Alex Hutchinson |
Two new studies on beet juice and VO2max highlight the limitations of sports science research that excludes female athletes.
The fact that most sports science research is conducted on men is no longer an under-the-radar secret or a surprising insight. As Christine Yu explained in an Outside article last year, this is a widespread and longstanding problem that plagues most health sciences. Still, the numbers in a new review managed to raise my eyebrows: apparently more than 100 studies of nitrate supplementation have been published with all-male participants, compared to just seven with all-female volunteers. That’s bad.
This particular topic piqued my interest because I’ve written a whole bunch of articles on the performance-boosting powers of nitrate-rich beet juice. Is all the advice I dispensed only useful for men? Given the paucity of data on women, that’s hard to say, but the new review, published in Applied Physiology, Nutrition, and Metabolism by Kate Wickham of Brock University and Lawrence Spriet of the University of Guelph, takes a stab.
The paper provides a nice overview of all the ways we already know that men and women differ physiologically. Men tend to be bigger, heavier, have a higher proportion of muscle rather than fat, and have muscle concentrated in the shoulders, chest, and lower glutes rather than the thighs. They also have higher hemoglobin levels, more fast-twitch muscle fibers, and less muscle capillarization. Women tend to have more fat stored in the muscles, and are able to burn that fat more effectively during exercise.
Whether any of this translates to beet juice differences isn’t clear. The way beet juice works is that nitrate in the juice is absorbed from the stomach and small intestine into your saliva, which then goes to your mouth where bacteria on your tongue convert it into nitrite. When you swallow the nitrite-rich saliva, the acid in your stomach helps convert it to nitric oxide, which then enters the bloodstream and works its endurance-boosting magic.
Based on the limited existing data, it appears that women get a bigger boost in nitrate and nitrite levels in their blood following a given dose of beet juice. This could be sex-specific physiology at work, or it could simply reflect the fact that women are generally smaller and thus get a higher relative dose from a bottle of beet juice. Women also seem to start with a higher baseline level of nitrite in their blood—but that could simply reflect dietary differences. A Dutch study, for example, found that highly trained female athletes tended to eat more nitrate-rich foods like leafy greens than highly trained men.

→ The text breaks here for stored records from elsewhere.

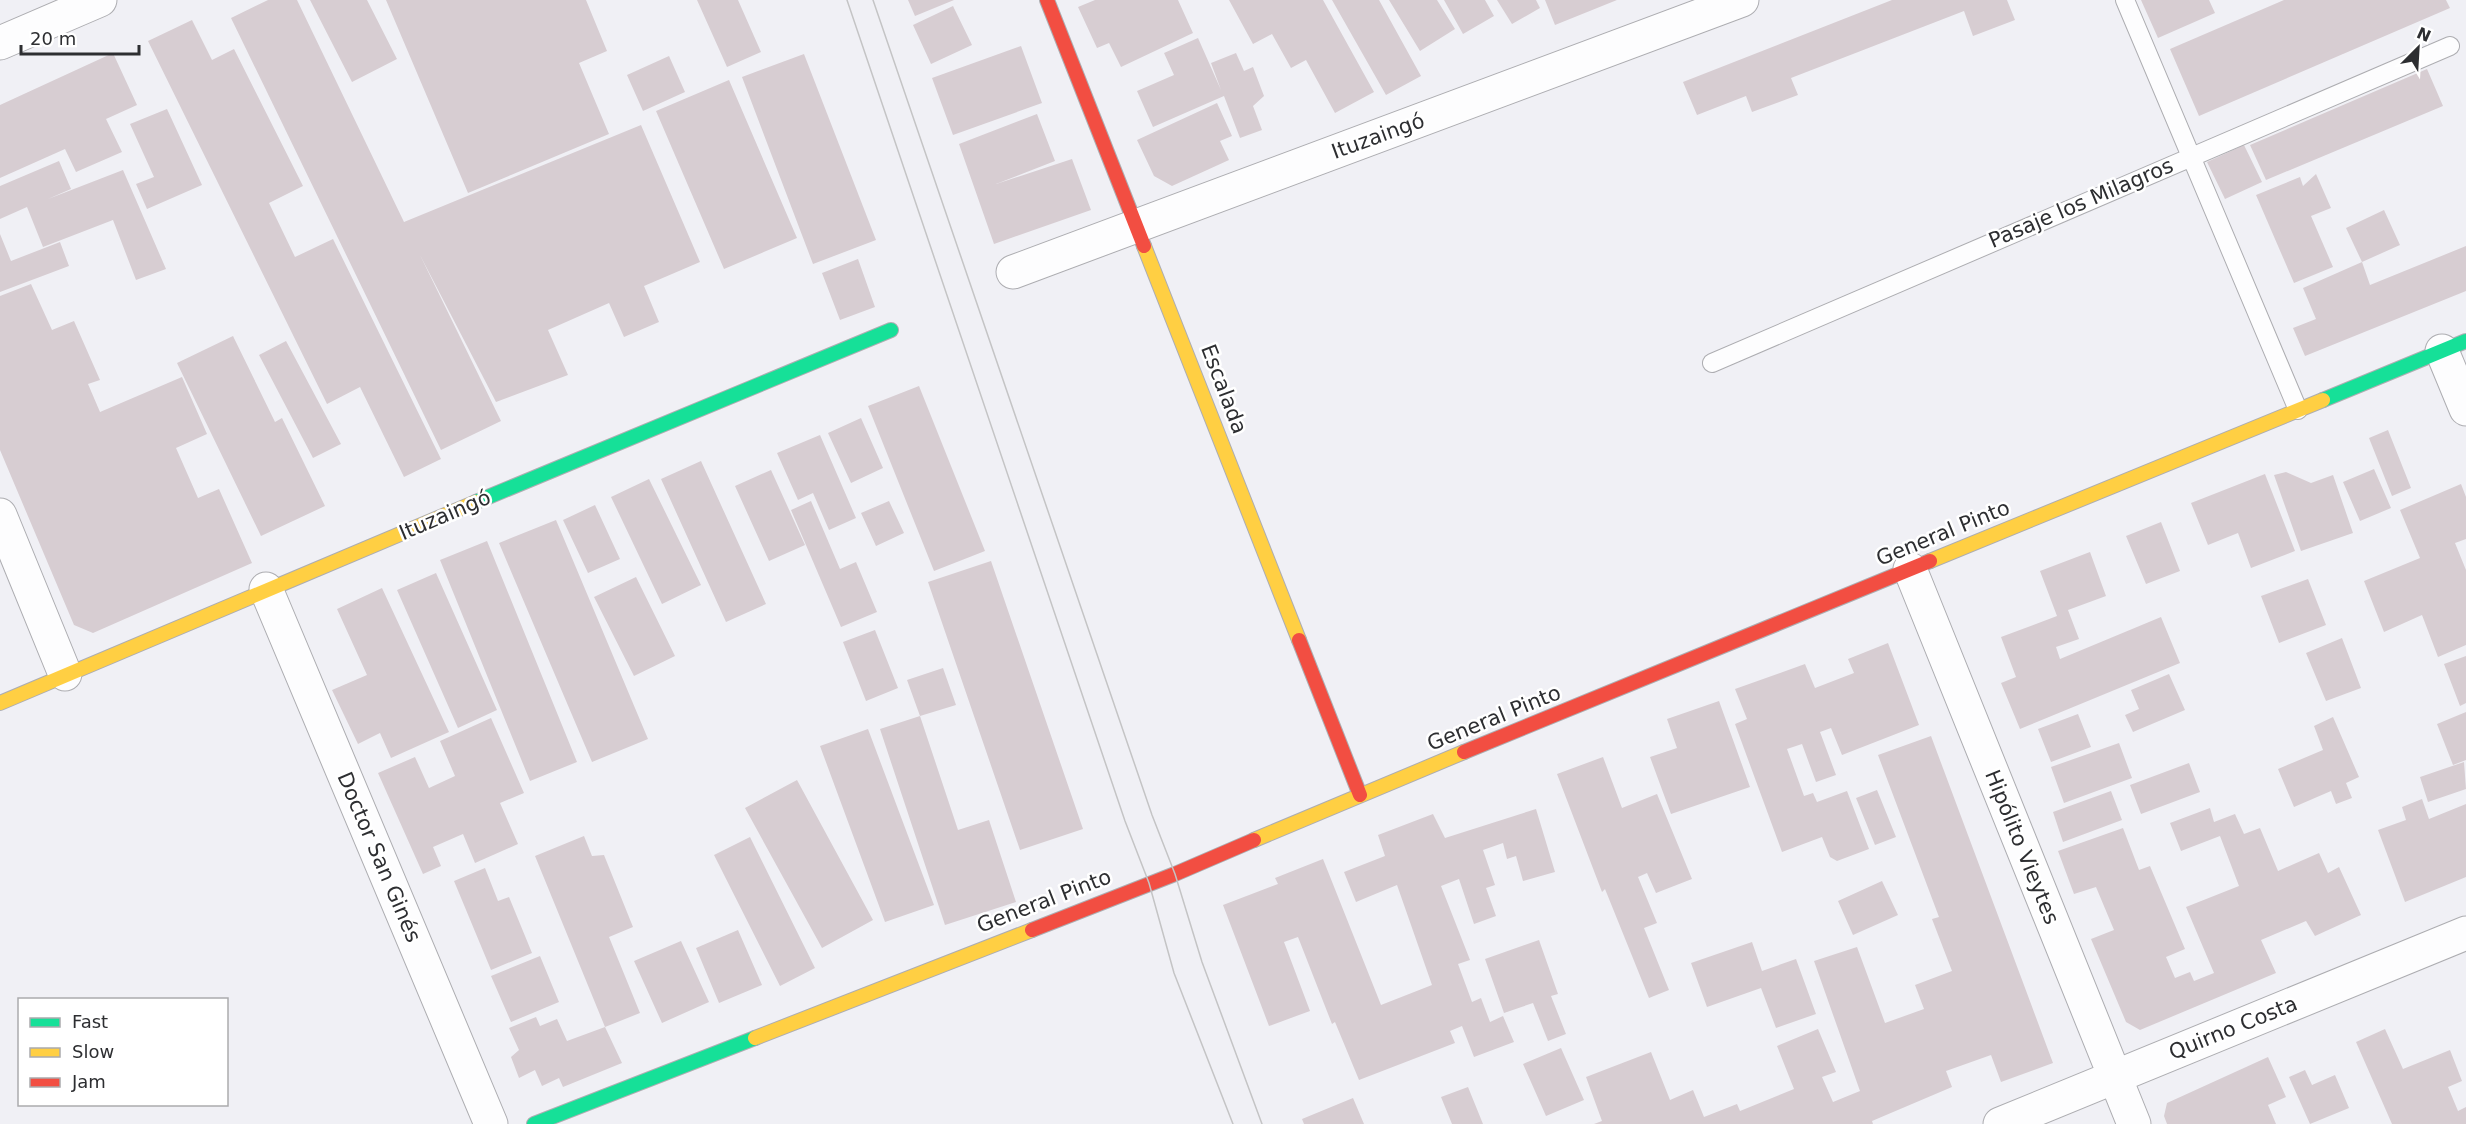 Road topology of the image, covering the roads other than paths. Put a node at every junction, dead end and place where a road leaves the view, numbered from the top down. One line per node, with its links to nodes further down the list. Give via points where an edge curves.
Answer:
1 (100, 0): 5 (street)
2 (1047, 0): 8 (street, Escalada)
3 (1742, 0): 8 (street, Ituzaingó)
4 (2125, 0): 7 (lane)
5 (0, 43)
6 (2450, 46): 7 (lane, Pasaje los Milagros)
7 (2191, 156): 12 (lane, Pasaje los Milagros); 14 (lane)
8 (1137, 226): 9 (street, Ituzaingó); 20 (street, Escalada)
9 (1013, 272)
10 (891, 330): 17 (street, Ituzaingó)
11 (2454, 346): 13 (street); 14 (street, General Pinto)
12 (1712, 363)
13 (2466, 409)
14 (2298, 410): 16 (street, General Pinto)
15 (0, 515): 18 (street)
16 (1911, 569): 20 (street, General Pinto); 22 (street, Hipólito Vieytes)
17 (266, 589): 18 (street, Ituzaingó); 23 (street, Doctor San Ginés)
18 (65, 674): 19 (street, Ituzaingó)
19 (0, 703)
20 (1360, 795): 24 (street, General Pinto, via 1175,874)
21 (2466, 933): 22 (street, Quirno Costa)
22 (2114, 1077): 25 (street, Quirno Costa); 26 (street, Hipólito Vieytes)
23 (491, 1124)
24 (534, 1124)
25 (2000, 1124)
26 (2134, 1124)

As to whether beet juice works to enhance endurance performance for women, there isn’t really enough data to draw a firm conclusion one way or the other at this point. Beet juice also has potential health effects like reducing blood pressure, with typical drops of 6 mmHG systolic and 3 mmHg diastolic. When you look at data from women only, though, the reductions seem to be smaller. Again, it’s not clear whether that’s because it’s working differently, or because the women tend to start off with lower baseline values of blood pressure.
As it happens, another new study on sex differences (or, as they call it “sex dimorphism”) was published earlier this month in Sports Medicine, with similar results. Candela Diaz-Canestro and David Montero of the University of Calgary reviewed studies of endurance training to improve VO2max, looking for data that included age-matched men and women. They ended up with eight studies with a total of 90 men and 85 women, following training programs ranging from 7 to 52 weeks.
The good news is that training works. After at least six weeks of training, you typically see increases of one to three metabolic equivalents, or METs, in VO2max. A MET is an estimate of your metabolism at rest. If you reach exhaustion in a treadmill test while burning 12 times more energy than you burn while lying on the sofa, your VO2max is 12 METs. Increasing your VO2max by just one MET reduces your risk of “cardiovascular events and all-cause mortality” by about 13 percent. (Yes, yes, you’ll still die eventually—it’s a statement of risk during a given time period.)
The bad, or at least puzzling news is that training seems to work a bit better for men than women. Overall, the men in the reviewed studies seemed to gain about half a MET more than the women, which is nothing to sneeze at. In a sense, this fits with the consistent observation that elite male endurance athletes have higher VO2max values than comparable elite female athletes after years and years of training, typically by about three METs. Conversely, though, women seem to get a greater health boost from a given increase in VO2max, so the health effects may balance out.
Is this difference nature or nurture (or, as they put it in the paper, “constitutional” or “environmental”)? It’s hard to tell from the traditional elite athlete data, since you never know whether the men simply trained harder or had other environmental differences, but the new matched training data suggests that there may be a hard-wired difference in how men and women respond to training. The authors go through some of the possible mechanisms that are involved in boosting VO2max, like increases in blood volume and hemoglobin, or the possibility that women’s hearts may be stiffer and less likely to change size and shape in response to training. But the bottom line is simple: there’s not enough data on women to figure out the answer. The same thing is true for a staggering number of other questions, and it will remain true until scientists start testing more women.